Activity ->
The copy has to match the records word for word and include no pictures.

Data to examine ->

:::::

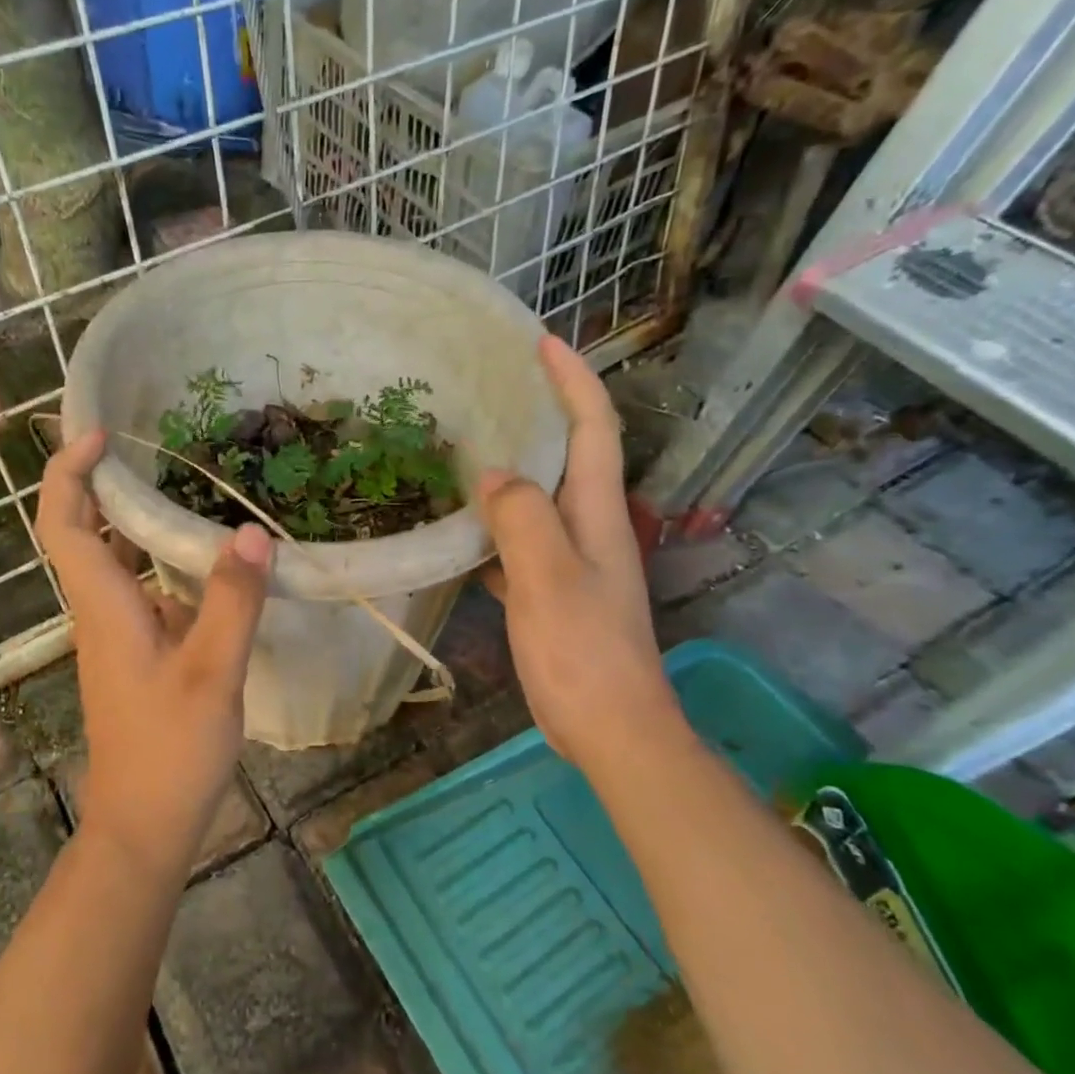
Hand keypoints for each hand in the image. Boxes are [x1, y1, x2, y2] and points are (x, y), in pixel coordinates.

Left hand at [36, 429, 271, 876]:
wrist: (143, 824)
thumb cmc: (170, 750)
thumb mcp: (212, 673)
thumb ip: (231, 602)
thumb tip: (250, 533)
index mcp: (105, 608)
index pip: (64, 524)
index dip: (69, 473)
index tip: (100, 434)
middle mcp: (100, 613)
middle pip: (80, 533)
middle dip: (97, 481)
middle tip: (143, 441)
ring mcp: (116, 635)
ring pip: (110, 561)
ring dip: (129, 518)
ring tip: (178, 482)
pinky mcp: (135, 653)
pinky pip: (137, 588)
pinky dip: (156, 558)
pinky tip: (202, 558)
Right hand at [479, 336, 685, 771]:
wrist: (612, 729)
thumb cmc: (583, 653)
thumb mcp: (548, 579)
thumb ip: (522, 519)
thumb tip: (493, 475)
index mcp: (598, 514)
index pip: (594, 428)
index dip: (573, 381)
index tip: (542, 344)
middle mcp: (592, 528)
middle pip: (570, 456)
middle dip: (541, 414)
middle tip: (492, 390)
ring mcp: (575, 562)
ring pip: (542, 500)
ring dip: (514, 471)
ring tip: (467, 450)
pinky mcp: (555, 592)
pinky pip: (523, 542)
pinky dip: (497, 526)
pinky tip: (463, 531)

:::::

Result ->
Hand keypoints for each hand in the image. Boxes are [x1, y1, x2, y2] and points are (x, y), in pixel coordinates.

Left hand at [36, 429, 271, 876]:
wrist: (143, 824)
thumb cmc: (170, 750)
thumb mcp: (212, 673)
thumb ip: (231, 602)
thumb tip: (250, 533)
index mcp: (105, 608)
index pip: (64, 524)
index dip: (69, 473)
index tip: (100, 434)
middle mcp: (100, 613)
middle pip: (80, 533)
middle dip: (97, 481)
middle tip: (143, 441)
ring mcp: (116, 635)
ring pip: (110, 561)
ring dip: (129, 518)
ring tip: (178, 482)
pinky mcp: (135, 653)
pinky pip: (137, 588)
pinky dip: (156, 558)
pinky tip: (202, 558)
Right hand at [479, 336, 685, 771]:
wrist: (612, 729)
thumb cmc: (583, 653)
thumb mcp: (548, 579)
thumb ip: (522, 519)
thumb tip: (493, 475)
index mcp: (598, 514)
index pip: (594, 428)
index dip: (573, 381)
index tip: (542, 344)
middle mcp: (592, 528)
middle pip: (570, 456)
middle dip: (541, 414)
middle tip: (492, 390)
ring mcp: (575, 562)
ring pip: (542, 500)
ring dip: (514, 471)
ring tip: (467, 450)
pinky mcp: (555, 592)
pinky pip: (523, 542)
pinky dip: (497, 526)
pinky tip: (463, 531)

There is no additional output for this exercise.